PROBLEM DESCRIPTION ::
Please copy each line from the entries that contains the string "Marcelina".

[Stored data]
■ ■ ■ ■ ■

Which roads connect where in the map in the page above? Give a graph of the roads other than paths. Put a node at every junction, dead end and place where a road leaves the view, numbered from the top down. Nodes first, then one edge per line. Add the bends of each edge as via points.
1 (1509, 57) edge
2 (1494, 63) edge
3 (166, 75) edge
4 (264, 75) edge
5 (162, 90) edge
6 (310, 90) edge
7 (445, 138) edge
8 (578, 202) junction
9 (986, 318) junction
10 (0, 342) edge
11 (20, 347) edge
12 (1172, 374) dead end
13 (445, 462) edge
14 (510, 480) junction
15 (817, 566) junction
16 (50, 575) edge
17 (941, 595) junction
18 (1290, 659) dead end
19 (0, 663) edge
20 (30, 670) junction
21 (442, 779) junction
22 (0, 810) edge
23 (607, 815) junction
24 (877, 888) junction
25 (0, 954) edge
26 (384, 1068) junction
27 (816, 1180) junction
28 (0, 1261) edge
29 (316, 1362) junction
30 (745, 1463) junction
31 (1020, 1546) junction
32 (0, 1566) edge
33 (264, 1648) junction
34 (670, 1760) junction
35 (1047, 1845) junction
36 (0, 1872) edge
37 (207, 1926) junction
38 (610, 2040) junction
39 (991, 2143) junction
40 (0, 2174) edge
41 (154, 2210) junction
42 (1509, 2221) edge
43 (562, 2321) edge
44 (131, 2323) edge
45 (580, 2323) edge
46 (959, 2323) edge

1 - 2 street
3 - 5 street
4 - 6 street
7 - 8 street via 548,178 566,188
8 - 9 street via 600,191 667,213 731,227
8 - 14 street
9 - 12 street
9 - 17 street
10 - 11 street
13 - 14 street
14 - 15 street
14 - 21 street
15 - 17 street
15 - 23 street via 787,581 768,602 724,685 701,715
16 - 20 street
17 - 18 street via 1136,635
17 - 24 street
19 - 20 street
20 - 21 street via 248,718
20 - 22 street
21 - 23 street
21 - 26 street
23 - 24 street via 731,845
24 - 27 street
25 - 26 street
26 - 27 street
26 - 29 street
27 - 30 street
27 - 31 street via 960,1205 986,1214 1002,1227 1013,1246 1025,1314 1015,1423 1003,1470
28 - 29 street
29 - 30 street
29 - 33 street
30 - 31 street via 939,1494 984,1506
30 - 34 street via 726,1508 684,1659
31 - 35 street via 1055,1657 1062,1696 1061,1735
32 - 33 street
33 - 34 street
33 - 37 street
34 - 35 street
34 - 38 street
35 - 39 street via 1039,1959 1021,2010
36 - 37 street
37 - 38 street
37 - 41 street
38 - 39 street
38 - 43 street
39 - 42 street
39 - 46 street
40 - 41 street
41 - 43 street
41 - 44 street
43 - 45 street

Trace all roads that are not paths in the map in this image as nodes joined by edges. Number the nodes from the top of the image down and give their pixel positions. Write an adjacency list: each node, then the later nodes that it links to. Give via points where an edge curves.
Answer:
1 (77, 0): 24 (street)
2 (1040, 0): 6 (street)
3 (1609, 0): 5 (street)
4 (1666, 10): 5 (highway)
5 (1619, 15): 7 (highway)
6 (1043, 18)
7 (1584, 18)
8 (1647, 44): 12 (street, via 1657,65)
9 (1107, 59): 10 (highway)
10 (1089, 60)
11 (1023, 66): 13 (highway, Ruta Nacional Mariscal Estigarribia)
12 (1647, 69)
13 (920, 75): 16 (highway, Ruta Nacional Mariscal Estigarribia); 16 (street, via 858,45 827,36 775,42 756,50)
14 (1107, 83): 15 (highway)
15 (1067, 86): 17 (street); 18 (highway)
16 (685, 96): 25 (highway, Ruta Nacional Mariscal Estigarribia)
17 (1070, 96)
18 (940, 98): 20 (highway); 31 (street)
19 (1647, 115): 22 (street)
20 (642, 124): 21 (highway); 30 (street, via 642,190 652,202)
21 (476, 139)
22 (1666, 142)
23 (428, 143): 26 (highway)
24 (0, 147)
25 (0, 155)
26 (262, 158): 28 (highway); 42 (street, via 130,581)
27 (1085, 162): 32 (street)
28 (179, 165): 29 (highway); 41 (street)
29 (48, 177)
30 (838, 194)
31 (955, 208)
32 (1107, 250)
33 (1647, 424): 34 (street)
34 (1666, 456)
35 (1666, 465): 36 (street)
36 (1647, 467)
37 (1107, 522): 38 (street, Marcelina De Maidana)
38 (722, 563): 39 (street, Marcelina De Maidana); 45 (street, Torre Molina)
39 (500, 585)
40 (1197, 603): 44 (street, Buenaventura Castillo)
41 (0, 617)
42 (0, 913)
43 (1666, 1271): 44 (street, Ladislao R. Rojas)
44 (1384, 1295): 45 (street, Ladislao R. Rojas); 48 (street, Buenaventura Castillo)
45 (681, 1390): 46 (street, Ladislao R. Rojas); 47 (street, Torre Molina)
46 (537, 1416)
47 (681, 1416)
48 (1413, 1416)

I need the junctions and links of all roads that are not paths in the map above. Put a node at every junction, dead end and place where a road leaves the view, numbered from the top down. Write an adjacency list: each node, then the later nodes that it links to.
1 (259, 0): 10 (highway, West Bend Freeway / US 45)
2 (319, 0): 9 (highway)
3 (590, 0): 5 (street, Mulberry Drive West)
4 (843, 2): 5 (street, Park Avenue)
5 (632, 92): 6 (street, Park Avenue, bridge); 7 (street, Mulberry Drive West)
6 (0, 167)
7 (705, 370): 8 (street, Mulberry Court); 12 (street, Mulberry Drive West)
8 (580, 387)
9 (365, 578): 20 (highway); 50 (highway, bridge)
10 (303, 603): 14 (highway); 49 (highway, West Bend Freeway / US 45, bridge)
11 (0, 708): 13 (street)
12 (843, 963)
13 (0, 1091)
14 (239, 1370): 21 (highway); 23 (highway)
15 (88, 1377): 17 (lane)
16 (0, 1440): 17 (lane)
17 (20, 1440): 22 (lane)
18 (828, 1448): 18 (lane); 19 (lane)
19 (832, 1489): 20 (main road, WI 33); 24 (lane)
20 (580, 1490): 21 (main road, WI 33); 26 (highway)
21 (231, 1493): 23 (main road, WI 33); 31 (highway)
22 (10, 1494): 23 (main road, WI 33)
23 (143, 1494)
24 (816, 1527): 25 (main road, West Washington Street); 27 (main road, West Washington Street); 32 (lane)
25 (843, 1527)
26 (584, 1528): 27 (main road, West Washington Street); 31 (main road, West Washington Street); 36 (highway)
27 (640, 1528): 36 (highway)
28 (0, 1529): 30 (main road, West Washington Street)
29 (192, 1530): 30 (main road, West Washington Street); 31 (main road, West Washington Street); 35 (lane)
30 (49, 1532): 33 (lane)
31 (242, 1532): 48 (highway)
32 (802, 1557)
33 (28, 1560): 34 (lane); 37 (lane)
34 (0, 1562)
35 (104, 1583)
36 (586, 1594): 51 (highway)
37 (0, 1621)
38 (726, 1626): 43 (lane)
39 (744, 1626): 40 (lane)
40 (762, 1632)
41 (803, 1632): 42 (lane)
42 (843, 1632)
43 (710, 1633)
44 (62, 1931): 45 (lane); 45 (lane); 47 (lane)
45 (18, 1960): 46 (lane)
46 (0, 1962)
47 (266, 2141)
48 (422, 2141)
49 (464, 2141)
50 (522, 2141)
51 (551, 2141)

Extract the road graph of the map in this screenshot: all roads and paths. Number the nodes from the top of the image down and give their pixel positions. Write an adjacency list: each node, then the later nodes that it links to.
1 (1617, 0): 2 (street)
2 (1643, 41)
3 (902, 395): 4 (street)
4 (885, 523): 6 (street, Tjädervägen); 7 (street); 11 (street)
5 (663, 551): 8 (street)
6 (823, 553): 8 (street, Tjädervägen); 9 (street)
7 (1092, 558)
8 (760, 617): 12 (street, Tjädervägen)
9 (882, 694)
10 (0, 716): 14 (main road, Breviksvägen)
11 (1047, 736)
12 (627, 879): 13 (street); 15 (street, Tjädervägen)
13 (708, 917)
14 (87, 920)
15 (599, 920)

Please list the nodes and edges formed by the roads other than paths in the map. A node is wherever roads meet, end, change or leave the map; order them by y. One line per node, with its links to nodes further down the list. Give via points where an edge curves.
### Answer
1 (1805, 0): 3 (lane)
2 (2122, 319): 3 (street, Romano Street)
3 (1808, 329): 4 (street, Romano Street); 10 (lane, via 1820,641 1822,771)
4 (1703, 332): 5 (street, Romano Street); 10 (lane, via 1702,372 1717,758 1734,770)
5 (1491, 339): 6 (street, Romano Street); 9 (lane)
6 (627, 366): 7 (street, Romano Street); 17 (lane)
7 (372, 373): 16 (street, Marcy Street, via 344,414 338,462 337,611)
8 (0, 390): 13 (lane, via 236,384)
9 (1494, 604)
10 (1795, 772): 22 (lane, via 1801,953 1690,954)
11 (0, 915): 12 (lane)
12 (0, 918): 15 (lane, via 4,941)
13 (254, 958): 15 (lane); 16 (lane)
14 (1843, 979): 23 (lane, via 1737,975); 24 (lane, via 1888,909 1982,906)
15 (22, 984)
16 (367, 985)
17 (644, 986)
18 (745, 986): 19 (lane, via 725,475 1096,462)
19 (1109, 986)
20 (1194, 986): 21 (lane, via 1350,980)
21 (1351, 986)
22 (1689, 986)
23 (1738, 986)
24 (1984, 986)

■ ■ ■ ■ ■

EXERCISE RESULT ::
37 (1107, 522): 38 (street, Marcelina De Maidana)
38 (722, 563): 39 (street, Marcelina De Maidana); 45 (street, Torre Molina)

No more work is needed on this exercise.